• [Your task]:
Every line of the data should be output word for word.

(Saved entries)
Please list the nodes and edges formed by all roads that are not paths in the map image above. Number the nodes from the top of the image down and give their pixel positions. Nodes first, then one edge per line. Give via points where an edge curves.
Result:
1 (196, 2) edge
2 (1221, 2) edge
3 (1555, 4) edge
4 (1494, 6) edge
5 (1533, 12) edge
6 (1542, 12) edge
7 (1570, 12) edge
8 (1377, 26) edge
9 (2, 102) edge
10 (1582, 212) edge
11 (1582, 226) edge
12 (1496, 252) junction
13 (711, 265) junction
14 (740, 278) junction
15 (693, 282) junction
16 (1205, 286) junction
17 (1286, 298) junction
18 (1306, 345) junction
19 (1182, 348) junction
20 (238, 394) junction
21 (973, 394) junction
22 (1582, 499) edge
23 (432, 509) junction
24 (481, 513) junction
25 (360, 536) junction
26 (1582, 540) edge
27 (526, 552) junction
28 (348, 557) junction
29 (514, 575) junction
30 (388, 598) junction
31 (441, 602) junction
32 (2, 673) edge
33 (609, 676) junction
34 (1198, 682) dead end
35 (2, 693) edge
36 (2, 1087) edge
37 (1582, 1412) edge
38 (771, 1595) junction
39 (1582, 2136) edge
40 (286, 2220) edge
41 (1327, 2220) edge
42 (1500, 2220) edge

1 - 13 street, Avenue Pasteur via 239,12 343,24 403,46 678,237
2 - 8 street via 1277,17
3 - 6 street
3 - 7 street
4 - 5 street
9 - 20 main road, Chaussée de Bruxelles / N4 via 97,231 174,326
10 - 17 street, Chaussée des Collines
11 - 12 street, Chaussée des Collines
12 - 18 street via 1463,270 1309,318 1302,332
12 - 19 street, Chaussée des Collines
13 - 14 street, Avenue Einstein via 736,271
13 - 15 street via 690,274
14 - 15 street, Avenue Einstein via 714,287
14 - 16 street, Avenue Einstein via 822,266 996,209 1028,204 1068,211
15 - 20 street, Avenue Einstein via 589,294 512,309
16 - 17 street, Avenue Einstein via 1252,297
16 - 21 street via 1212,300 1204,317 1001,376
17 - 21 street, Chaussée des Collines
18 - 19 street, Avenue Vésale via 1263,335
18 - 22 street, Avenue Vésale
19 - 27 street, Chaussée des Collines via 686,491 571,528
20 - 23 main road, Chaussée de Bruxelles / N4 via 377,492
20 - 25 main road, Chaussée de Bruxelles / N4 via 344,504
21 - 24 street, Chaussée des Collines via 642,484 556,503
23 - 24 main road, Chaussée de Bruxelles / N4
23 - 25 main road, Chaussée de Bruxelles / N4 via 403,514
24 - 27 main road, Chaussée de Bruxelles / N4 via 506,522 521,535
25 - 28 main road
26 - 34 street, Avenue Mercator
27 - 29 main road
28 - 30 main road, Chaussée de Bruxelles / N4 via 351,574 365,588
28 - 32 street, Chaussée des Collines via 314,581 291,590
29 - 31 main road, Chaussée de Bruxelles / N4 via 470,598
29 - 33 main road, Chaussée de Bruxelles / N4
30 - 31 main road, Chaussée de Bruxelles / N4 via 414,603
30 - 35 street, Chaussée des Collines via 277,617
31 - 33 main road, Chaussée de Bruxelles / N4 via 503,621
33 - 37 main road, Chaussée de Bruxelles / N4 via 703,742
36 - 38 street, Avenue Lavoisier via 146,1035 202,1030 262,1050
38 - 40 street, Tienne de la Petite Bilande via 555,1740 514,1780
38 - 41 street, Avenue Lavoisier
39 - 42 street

• [Solution for this exercise]:
Please list the nodes and edges formed by all roads that are not paths in the map image above. Number the nodes from the top of the image down and give their pixel positions. Nodes first, then one edge per line. Give via points where an edge curves.
Result:
1 (196, 2) edge
2 (1221, 2) edge
3 (1555, 4) edge
4 (1494, 6) edge
5 (1533, 12) edge
6 (1542, 12) edge
7 (1570, 12) edge
8 (1377, 26) edge
9 (2, 102) edge
10 (1582, 212) edge
11 (1582, 226) edge
12 (1496, 252) junction
13 (711, 265) junction
14 (740, 278) junction
15 (693, 282) junction
16 (1205, 286) junction
17 (1286, 298) junction
18 (1306, 345) junction
19 (1182, 348) junction
20 (238, 394) junction
21 (973, 394) junction
22 (1582, 499) edge
23 (432, 509) junction
24 (481, 513) junction
25 (360, 536) junction
26 (1582, 540) edge
27 (526, 552) junction
28 (348, 557) junction
29 (514, 575) junction
30 (388, 598) junction
31 (441, 602) junction
32 (2, 673) edge
33 (609, 676) junction
34 (1198, 682) dead end
35 (2, 693) edge
36 (2, 1087) edge
37 (1582, 1412) edge
38 (771, 1595) junction
39 (1582, 2136) edge
40 (286, 2220) edge
41 (1327, 2220) edge
42 (1500, 2220) edge

1 - 13 street, Avenue Pasteur via 239,12 343,24 403,46 678,237
2 - 8 street via 1277,17
3 - 6 street
3 - 7 street
4 - 5 street
9 - 20 main road, Chaussée de Bruxelles / N4 via 97,231 174,326
10 - 17 street, Chaussée des Collines
11 - 12 street, Chaussée des Collines
12 - 18 street via 1463,270 1309,318 1302,332
12 - 19 street, Chaussée des Collines
13 - 14 street, Avenue Einstein via 736,271
13 - 15 street via 690,274
14 - 15 street, Avenue Einstein via 714,287
14 - 16 street, Avenue Einstein via 822,266 996,209 1028,204 1068,211
15 - 20 street, Avenue Einstein via 589,294 512,309
16 - 17 street, Avenue Einstein via 1252,297
16 - 21 street via 1212,300 1204,317 1001,376
17 - 21 street, Chaussée des Collines
18 - 19 street, Avenue Vésale via 1263,335
18 - 22 street, Avenue Vésale
19 - 27 street, Chaussée des Collines via 686,491 571,528
20 - 23 main road, Chaussée de Bruxelles / N4 via 377,492
20 - 25 main road, Chaussée de Bruxelles / N4 via 344,504
21 - 24 street, Chaussée des Collines via 642,484 556,503
23 - 24 main road, Chaussée de Bruxelles / N4
23 - 25 main road, Chaussée de Bruxelles / N4 via 403,514
24 - 27 main road, Chaussée de Bruxelles / N4 via 506,522 521,535
25 - 28 main road
26 - 34 street, Avenue Mercator
27 - 29 main road
28 - 30 main road, Chaussée de Bruxelles / N4 via 351,574 365,588
28 - 32 street, Chaussée des Collines via 314,581 291,590
29 - 31 main road, Chaussée de Bruxelles / N4 via 470,598
29 - 33 main road, Chaussée de Bruxelles / N4
30 - 31 main road, Chaussée de Bruxelles / N4 via 414,603
30 - 35 street, Chaussée des Collines via 277,617
31 - 33 main road, Chaussée de Bruxelles / N4 via 503,621
33 - 37 main road, Chaussée de Bruxelles / N4 via 703,742
36 - 38 street, Avenue Lavoisier via 146,1035 202,1030 262,1050
38 - 40 street, Tienne de la Petite Bilande via 555,1740 514,1780
38 - 41 street, Avenue Lavoisier
39 - 42 street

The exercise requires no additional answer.